Generating Parametric BRDFs from Natural Language Descriptions
This work addresses the labor-intensive task of artistic authoring in 3D environments by automating material generation, though it is incremental as it builds on existing methods for BRDF modeling and text-to-3D content generation.
The paper tackles the problem of generating parametric Bidirectional Reflectance Distribution Functions (BRDFs) from natural language descriptions, enabling real-time text prompts like 'dull plastic' or 'shiny iron' to change materials in 3D environments, with the model specifically generating parameters for MDL materials within NVIDIA's Omniverse platform.

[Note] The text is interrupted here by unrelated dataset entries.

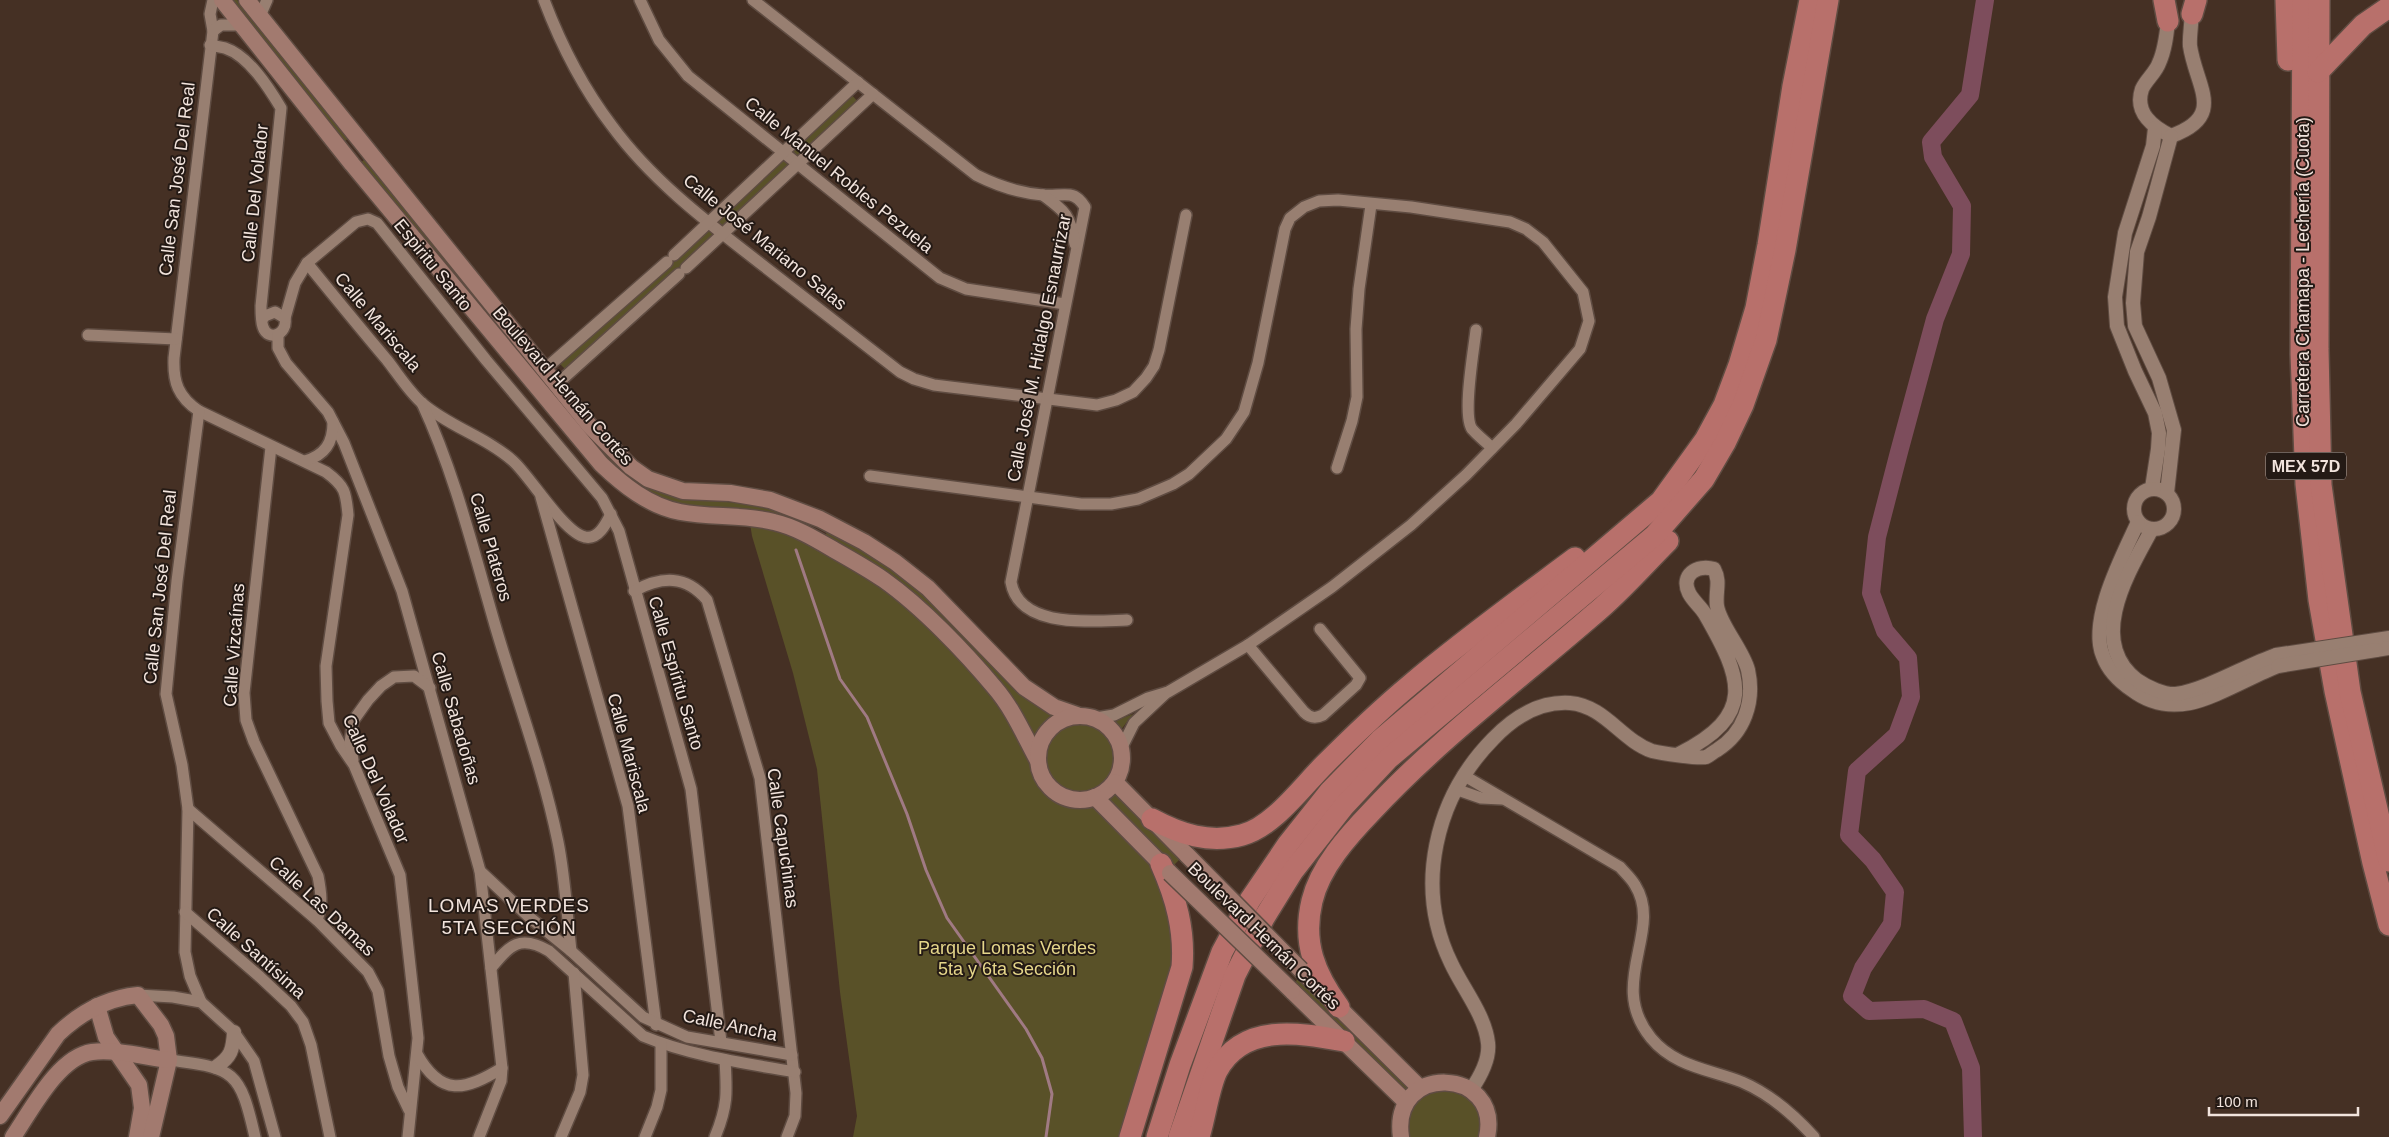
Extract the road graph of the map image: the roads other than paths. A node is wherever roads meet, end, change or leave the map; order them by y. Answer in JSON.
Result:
{"nodes":[{"id":1,"x":212,"y":0,"type":"edge"},
{"id":2,"x":222,"y":0,"type":"edge"},
{"id":3,"x":247,"y":0,"type":"edge"},
{"id":4,"x":267,"y":0,"type":"edge"},
{"id":5,"x":544,"y":0,"type":"edge"},
{"id":6,"x":640,"y":0,"type":"edge"},
{"id":7,"x":753,"y":0,"type":"edge"},
{"id":8,"x":1810,"y":0,"type":"edge"},
{"id":9,"x":1828,"y":0,"type":"edge"},
{"id":10,"x":2164,"y":0,"type":"edge"},
{"id":11,"x":2170,"y":0,"type":"edge"},
{"id":12,"x":2286,"y":0,"type":"edge"},
{"id":13,"x":2303,"y":0,"type":"edge"},
{"id":14,"x":2319,"y":0,"type":"edge"},
{"id":15,"x":2193,"y":5,"type":"edge"},
{"id":16,"x":2389,"y":7,"type":"edge"},
{"id":17,"x":260,"y":16,"type":"junction"},
{"id":18,"x":2168,"y":21,"type":"junction"},
{"id":19,"x":241,"y":25,"type":"junction"},
{"id":20,"x":212,"y":31,"type":"junction"},
{"id":21,"x":210,"y":46,"type":"junction"},
{"id":22,"x":2318,"y":72,"type":"junction"},
{"id":23,"x":858,"y":82,"type":"junction"},
{"id":24,"x":1802,"y":88,"type":"junction"},
{"id":25,"x":873,"y":94,"type":"junction"},
{"id":26,"x":2155,"y":128,"type":"junction"},
{"id":27,"x":356,"y":136,"type":"junction"},
{"id":28,"x":2172,"y":136,"type":"junction"},
{"id":29,"x":339,"y":148,"type":"junction"},
{"id":30,"x":368,"y":152,"type":"junction"},
{"id":31,"x":783,"y":152,"type":"junction"},
{"id":32,"x":352,"y":164,"type":"junction"},
{"id":33,"x":798,"y":165,"type":"junction"},
{"id":34,"x":1043,"y":195,"type":"junction"},
{"id":35,"x":2303,"y":204,"type":"junction"},
{"id":36,"x":1371,"y":205,"type":"junction"},
{"id":37,"x":1186,"y":215,"type":"dead end"},
{"id":38,"x":709,"y":223,"type":"junction"},
{"id":39,"x":723,"y":235,"type":"junction"},
{"id":40,"x":1075,"y":248,"type":"junction"},
{"id":41,"x":1777,"y":248,"type":"junction"},
{"id":42,"x":307,"y":263,"type":"junction"},
{"id":43,"x":645,"y":282,"type":"junction"},
{"id":44,"x":656,"y":295,"type":"junction"},
{"id":45,"x":1065,"y":304,"type":"junction"},
{"id":46,"x":285,"y":318,"type":"junction"},
{"id":47,"x":262,"y":320,"type":"junction"},
{"id":48,"x":1476,"y":330,"type":"dead end"},
{"id":49,"x":88,"y":335,"type":"dead end"},
{"id":50,"x":278,"y":335,"type":"junction"},
{"id":51,"x":176,"y":339,"type":"junction"},
{"id":52,"x":486,"y":360,"type":"joint"},
{"id":53,"x":1739,"y":365,"type":"junction"},
{"id":54,"x":544,"y":370,"type":"junction"},
{"id":55,"x":556,"y":385,"type":"junction"},
{"id":56,"x":1046,"y":400,"type":"junction"},
{"id":57,"x":422,"y":403,"type":"junction"},
{"id":58,"x":199,"y":411,"type":"junction"},
{"id":59,"x":333,"y":421,"type":"junction"},
{"id":60,"x":271,"y":447,"type":"junction"},
{"id":61,"x":1492,"y":448,"type":"junction"},
{"id":62,"x":305,"y":461,"type":"junction"},
{"id":63,"x":1337,"y":468,"type":"dead end"},
{"id":64,"x":870,"y":476,"type":"dead end"},
{"id":65,"x":1704,"y":479,"type":"junction"},
{"id":66,"x":2152,"y":488,"type":"junction"},
{"id":67,"x":2167,"y":493,"type":"junction"},
{"id":68,"x":1027,"y":496,"type":"junction"},
{"id":69,"x":541,"y":497,"type":"junction"},
{"id":70,"x":611,"y":514,"type":"junction"},
{"id":71,"x":808,"y":514,"type":"junction"},
{"id":72,"x":826,"y":522,"type":"junction"},
{"id":73,"x":2138,"y":522,"type":"junction"},
{"id":74,"x":2152,"y":529,"type":"junction"},
{"id":75,"x":800,"y":532,"type":"junction"},
{"id":76,"x":817,"y":540,"type":"junction"},
{"id":77,"x":634,"y":591,"type":"junction"},
{"id":78,"x":1127,"y":620,"type":"dead end"},
{"id":79,"x":1320,"y":629,"type":"dead end"},
{"id":80,"x":2382,"y":644,"type":"edge"},
{"id":81,"x":1248,"y":645,"type":"junction"},
{"id":82,"x":2277,"y":660,"type":"junction"},
{"id":83,"x":430,"y":688,"type":"junction"},
{"id":84,"x":1138,"y":710,"type":"junction"},
{"id":85,"x":1077,"y":715,"type":"junction"},
{"id":86,"x":1096,"y":718,"type":"junction"},
{"id":87,"x":1122,"y":749,"type":"junction"},
{"id":88,"x":1679,"y":754,"type":"junction"},
{"id":89,"x":1037,"y":759,"type":"junction"},
{"id":90,"x":354,"y":765,"type":"junction"},
{"id":91,"x":1463,"y":775,"type":"junction"},
{"id":92,"x":1115,"y":782,"type":"junction"},
{"id":93,"x":1456,"y":789,"type":"junction"},
{"id":94,"x":1095,"y":797,"type":"junction"},
{"id":95,"x":1502,"y":799,"type":"junction"},
{"id":96,"x":188,"y":809,"type":"junction"},
{"id":97,"x":1152,"y":819,"type":"junction"},
{"id":98,"x":2389,"y":861,"type":"edge"},
{"id":99,"x":1166,"y":868,"type":"junction"},
{"id":100,"x":480,"y":871,"type":"junction"},
{"id":101,"x":185,"y":912,"type":"junction"},
{"id":102,"x":317,"y":920,"type":"junction"},
{"id":103,"x":2389,"y":925,"type":"edge"},
{"id":104,"x":571,"y":951,"type":"junction"},
{"id":105,"x":491,"y":968,"type":"junction"},
{"id":106,"x":574,"y":973,"type":"junction"},
{"id":107,"x":138,"y":995,"type":"junction"},
{"id":108,"x":201,"y":1002,"type":"junction"},
{"id":109,"x":97,"y":1006,"type":"junction"},
{"id":110,"x":1339,"y":1007,"type":"junction"},
{"id":111,"x":656,"y":1025,"type":"junction"},
{"id":112,"x":234,"y":1032,"type":"junction"},
{"id":113,"x":1344,"y":1041,"type":"junction"},
{"id":114,"x":721,"y":1042,"type":"junction"},
{"id":115,"x":661,"y":1043,"type":"junction"},
{"id":116,"x":117,"y":1053,"type":"junction"},
{"id":117,"x":417,"y":1054,"type":"junction"},
{"id":118,"x":792,"y":1055,"type":"junction"},
{"id":119,"x":169,"y":1060,"type":"junction"},
{"id":120,"x":725,"y":1060,"type":"junction"},
{"id":121,"x":216,"y":1067,"type":"junction"},
{"id":122,"x":502,"y":1068,"type":"junction"},
{"id":123,"x":795,"y":1072,"type":"junction"},
{"id":124,"x":1420,"y":1088,"type":"junction"},
{"id":125,"x":1471,"y":1090,"type":"junction"},
{"id":126,"x":1406,"y":1102,"type":"junction"},
{"id":127,"x":410,"y":1111,"type":"junction"},
{"id":128,"x":0,"y":1116,"type":"edge"},
{"id":129,"x":13,"y":1137,"type":"edge"},
{"id":130,"x":137,"y":1137,"type":"edge"},
{"id":131,"x":151,"y":1137,"type":"edge"},
{"id":132,"x":255,"y":1137,"type":"edge"},
{"id":133,"x":275,"y":1137,"type":"edge"},
{"id":134,"x":330,"y":1137,"type":"edge"},
{"id":135,"x":408,"y":1137,"type":"edge"},
{"id":136,"x":479,"y":1137,"type":"edge"},
{"id":137,"x":561,"y":1137,"type":"edge"},
{"id":138,"x":645,"y":1137,"type":"edge"},
{"id":139,"x":715,"y":1137,"type":"edge"},
{"id":140,"x":787,"y":1137,"type":"edge"},
{"id":141,"x":1130,"y":1137,"type":"edge"},
{"id":142,"x":1157,"y":1137,"type":"edge"},
{"id":143,"x":1179,"y":1137,"type":"edge"},
{"id":144,"x":1199,"y":1137,"type":"edge"},
{"id":145,"x":1401,"y":1137,"type":"edge"},
{"id":146,"x":1487,"y":1137,"type":"edge"},
{"id":147,"x":1814,"y":1137,"type":"edge"}],
"edges":[{"from":1,"to":20,"type":"street","name":"Calle San José Del Real"},
{"from":2,"to":19,"type":"main road","name":"Boulevard Hernán Cortés"},
{"from":3,"to":17,"type":"main road","name":"Boulevard Hernán Cortés"},
{"from":4,"to":17,"type":"street"},
{"from":5,"to":38,"type":"street","name":"Calle José Mariano Salas"},
{"from":6,"to":31,"type":"street","name":"Calle Manuel Robles Pezuela"},
{"from":7,"to":23,"type":"street","name":"Calle José M. Hidalgo Esnaurrizar"},
{"from":8,"to":24,"type":"highway"},
{"from":9,"to":24,"type":"highway"},
{"from":10,"to":18,"type":"highway"},
{"from":11,"to":18,"type":"street"},
{"from":12,"to":35,"type":"highway"},
{"from":13,"to":35,"type":"highway","name":"Carretera Chamapa - Lechería (Cuota)","number":"MEX 57D"},
{"from":14,"to":22,"type":"highway","name":"Carretera Chamapa - Lechería (Cuota)","number":"MEX 57D"},
{"from":15,"to":28,"type":"street"},
{"from":16,"to":22,"type":"highway"},
{"from":17,"to":27,"type":"main road","name":"Boulevard Hernán Cortés"},
{"from":18,"to":26,"type":"street"},
{"from":19,"to":20,"type":"street"},
{"from":19,"to":29,"type":"main road","name":"Boulevard Hernán Cortés"},
{"from":20,"to":21,"type":"street","name":"Calle San José Del Real"},
{"from":21,"to":47,"type":"street","name":"Calle Del Volador"},
{"from":21,"to":51,"type":"street","name":"Calle San José Del Real"},
{"from":22,"to":98,"type":"highway","name":"Carretera Chamapa - Lechería (Cuota)","number":"MEX 57D"},
{"from":23,"to":25,"type":"street","name":"Calle José M. Hidalgo Esnaurrizar"},
{"from":23,"to":31,"type":"street"},
{"from":24,"to":41,"type":"highway"},
{"from":25,"to":33,"type":"street"},
{"from":25,"to":34,"type":"street","name":"Calle José M. Hidalgo Esnaurrizar"},
{"from":26,"to":28,"type":"street"},
{"from":26,"to":66,"type":"street"},
{"from":27,"to":29,"type":"main road"},
{"from":27,"to":30,"type":"main road","name":"Boulevard Hernán Cortés"},
{"from":28,"to":67,"type":"street"},
{"from":29,"to":32,"type":"main road","name":"Boulevard Hernán Cortés"},
{"from":30,"to":32,"type":"main road"},
{"from":30,"to":54,"type":"main road","name":"Boulevard Hernán Cortés"},
{"from":31,"to":33,"type":"street","name":"Calle Manuel Robles Pezuela"},
{"from":31,"to":38,"type":"street"},
{"from":32,"to":75,"type":"main road","name":"Boulevard Hernán Cortés"},
{"from":33,"to":39,"type":"street"},
{"from":33,"to":45,"type":"street","name":"Calle Manuel Robles Pezuela"},
{"from":34,"to":40,"type":"street"},
{"from":34,"to":40,"type":"street","name":"Calle José M. Hidalgo Esnaurrizar"},
{"from":35,"to":103,"type":"highway","name":"Carretera Chamapa - Lechería (Cuota)","number":"MEX 57D"},
{"from":36,"to":61,"type":"street"},
{"from":36,"to":63,"type":"street"},
{"from":36,"to":68,"type":"street"},
{"from":37,"to":56,"type":"street","name":"Calle José Mariano Salas"},
{"from":38,"to":39,"type":"street","name":"Calle José Mariano Salas"},
{"from":38,"to":43,"type":"street"},
{"from":39,"to":44,"type":"street"},
{"from":39,"to":56,"type":"street","name":"Calle José Mariano Salas"},
{"from":40,"to":45,"type":"street","name":"Calle José M. Hidalgo Esnaurrizar"},
{"from":41,"to":53,"type":"highway"},
{"from":41,"to":65,"type":"highway"},
{"from":42,"to":46,"type":"street"},
{"from":42,"to":52,"type":"street","name":"Espiritu Santo"},
{"from":42,"to":57,"type":"street","name":"Calle Mariscala"},
{"from":43,"to":44,"type":"street"},
{"from":43,"to":54,"type":"street"},
{"from":44,"to":55,"type":"street"},
{"from":45,"to":56,"type":"street","name":"Calle José M. Hidalgo Esnaurrizar"},
{"from":46,"to":47,"type":"street"},
{"from":46,"to":50,"type":"street"},
{"from":47,"to":50,"type":"street"},
{"from":48,"to":61,"type":"street"},
{"from":49,"to":51,"type":"street"},
{"from":50,"to":59,"type":"street","name":"Calle Sabadoñas"},
{"from":51,"to":58,"type":"street","name":"Calle San José Del Real"},
{"from":52,"to":70,"type":"street","name":"Calle Espíritu Santo"},
{"from":53,"to":97,"type":"highway"},
{"from":53,"to":142,"type":"highway"},
{"from":54,"to":55,"type":"main road","name":"Boulevard Hernán Cortés"},
{"from":55,"to":71,"type":"main road","name":"Boulevard Hernán Cortés"},
{"from":56,"to":68,"type":"street","name":"Calle José M. Hidalgo Esnaurrizar"},
{"from":57,"to":69,"type":"street"},
{"from":57,"to":104,"type":"street","name":"Calle Plateros"},
{"from":58,"to":60,"type":"street","name":"Calle San José Del Real"},
{"from":58,"to":96,"type":"street","name":"Calle San José Del Real"},
{"from":59,"to":62,"type":"street"},
{"from":59,"to":83,"type":"street","name":"Calle Sabadoñas"},
{"from":60,"to":62,"type":"street","name":"Calle Del Volador"},
{"from":60,"to":102,"type":"street","name":"Calle Vizcaínas"},
{"from":61,"to":81,"type":"street"},
{"from":62,"to":90,"type":"street","name":"Calle Del Volador"},
{"from":64,"to":68,"type":"street"},
{"from":65,"to":110,"type":"highway"},
{"from":65,"to":143,"type":"highway"},
{"from":66,"to":67,"type":"street"},
{"from":66,"to":73,"type":"street"},
{"from":67,"to":74,"type":"street"},
{"from":68,"to":78,"type":"street","name":"Calle José M. Hidalgo Esnaurrizar"},
{"from":69,"to":70,"type":"street"},
{"from":69,"to":111,"type":"street","name":"Calle Mariscala"},
{"from":70,"to":77,"type":"street","name":"Calle Espíritu Santo"},
{"from":71,"to":72,"type":"main road","name":"Boulevard Hernán Cortés"},
{"from":71,"to":75,"type":"main road"},
{"from":72,"to":76,"type":"main road"},
{"from":72,"to":85,"type":"main road","name":"Boulevard Hernán Cortés"},
{"from":73,"to":74,"type":"street"},
{"from":73,"to":82,"type":"street"},
{"from":74,"to":82,"type":"street"},
{"from":75,"to":76,"type":"main road","name":"Boulevard Hernán Cortés"},
{"from":76,"to":89,"type":"main road","name":"Boulevard Hernán Cortés"},
{"from":77,"to":114,"type":"street","name":"Calle Espíritu Santo"},
{"from":77,"to":118,"type":"street","name":"Calle Capuchinas"},
{"from":79,"to":81,"type":"street"},
{"from":80,"to":82,"type":"street","bridge":true},
{"from":81,"to":84,"type":"street"},
{"from":83,"to":90,"type":"street"},
{"from":83,"to":100,"type":"street","name":"Calle Sabadoñas"},
{"from":84,"to":86,"type":"street"},
{"from":84,"to":87,"type":"street"},
{"from":85,"to":86,"type":"main road"},
{"from":85,"to":89,"type":"main road"},
{"from":86,"to":87,"type":"main road"},
{"from":87,"to":92,"type":"main road"},
{"from":88,"to":88,"type":"street"},
{"from":88,"to":91,"type":"street"},
{"from":89,"to":94,"type":"main road"},
{"from":90,"to":117,"type":"street","name":"Calle Del Volador"},
{"from":91,"to":93,"type":"street"},
{"from":91,"to":95,"type":"street"},
{"from":92,"to":94,"type":"main road"},
{"from":92,"to":97,"type":"main road","name":"Boulevard Hernán Cortés"},
{"from":93,"to":95,"type":"street"},
{"from":93,"to":125,"type":"street"},
{"from":94,"to":99,"type":"main road","name":"Boulevard Hernán Cortés"},
{"from":95,"to":147,"type":"street"},
{"from":96,"to":101,"type":"street","name":"Calle San José Del Real"},
{"from":96,"to":102,"type":"street","name":"Calle Las Damas"},
{"from":97,"to":110,"type":"main road","name":"Boulevard Hernán Cortés","bridge":true},
{"from":99,"to":113,"type":"main road","name":"Boulevard Hernán Cortés","bridge":true},
{"from":99,"to":141,"type":"highway"},
{"from":100,"to":104,"type":"street","name":"Calle Ancha"},
{"from":100,"to":105,"type":"street","name":"Calle Sabadoñas"},
{"from":101,"to":108,"type":"street","name":"Calle San José Del Real"},
{"from":101,"to":134,"type":"street","name":"Calle Santísima"},
{"from":102,"to":127,"type":"street","name":"Calle Las Damas"},
{"from":104,"to":111,"type":"street","name":"Calle Ancha"},
{"from":105,"to":106,"type":"street","name":"Calle Ancha"},
{"from":105,"to":122,"type":"street","name":"Calle Sabadoñas"},
{"from":106,"to":115,"type":"street","name":"Calle Ancha"},
{"from":106,"to":137,"type":"street"},
{"from":107,"to":108,"type":"street"},
{"from":107,"to":109,"type":"main road"},
{"from":107,"to":119,"type":"main road"},
{"from":108,"to":112,"type":"street"},
{"from":109,"to":116,"type":"main road"},
{"from":109,"to":128,"type":"main road"},
{"from":110,"to":124,"type":"main road","name":"Boulevard Hernán Cortés"},
{"from":111,"to":114,"type":"street","name":"Calle Ancha"},
{"from":112,"to":121,"type":"street"},
{"from":112,"to":133,"type":"street"},
{"from":113,"to":126,"type":"main road","name":"Boulevard Hernán Cortés"},
{"from":113,"to":144,"type":"highway"},
{"from":114,"to":118,"type":"street","name":"Calle Ancha"},
{"from":115,"to":120,"type":"street","name":"Calle Ancha"},
{"from":115,"to":138,"type":"street"},
{"from":116,"to":119,"type":"main road"},
{"from":116,"to":129,"type":"main road"},
{"from":116,"to":130,"type":"main road"},
{"from":117,"to":122,"type":"street"},
{"from":117,"to":127,"type":"street","name":"Calle Del Volador"},
{"from":118,"to":123,"type":"street","name":"Calle Capuchinas"},
{"from":119,"to":121,"type":"street"},
{"from":119,"to":131,"type":"main road"},
{"from":120,"to":123,"type":"street","name":"Calle Ancha"},
{"from":120,"to":139,"type":"street"},
{"from":121,"to":132,"type":"street"},
{"from":122,"to":136,"type":"street","name":"Calle Sabadoñas"},
{"from":123,"to":140,"type":"street","name":"Calle Capuchinas"},
{"from":124,"to":125,"type":"main road"},
{"from":124,"to":126,"type":"main road"},
{"from":125,"to":146,"type":"main road"},
{"from":126,"to":145,"type":"main road"},
{"from":127,"to":135,"type":"street","name":"Calle Del Volador"}]}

Artistic authoring of 3D environments is a laborious enterprise that also requires skilled content creators. There have been impressive improvements in using machine learning to address different aspects of generating 3D content, such as generating meshes, arranging geometry, synthesizing textures, etc. In this paper we develop a model to generate Bidirectional Reflectance Distribution Functions (BRDFs) from descriptive textual prompts. BRDFs are four dimensional probability distributions that characterize the interaction of light with surface materials. They are either represented parametrically, or by tabulating the probability density associated with every pair of incident and outgoing angles. The former lends itself to artistic editing while the latter is used when measuring the appearance of real materials. Numerous works have focused on hypothesizing BRDF models from images of materials. We learn a mapping from textual descriptions of materials to parametric BRDFs. Our model is first trained using a semi-supervised approach before being tuned via an unsupervised scheme. Although our model is general, in this paper we specifically generate parameters for MDL materials, conditioned on natural language descriptions, within NVIDIA's Omniverse platform. This enables use cases such as real-time text prompts to change materials of objects in 3D environments such as "dull plastic" or "shiny iron". Since the output of our model is a parametric BRDF, rather than an image of the material, it may be used to render materials using any shape under arbitrarily specified viewing and lighting conditions.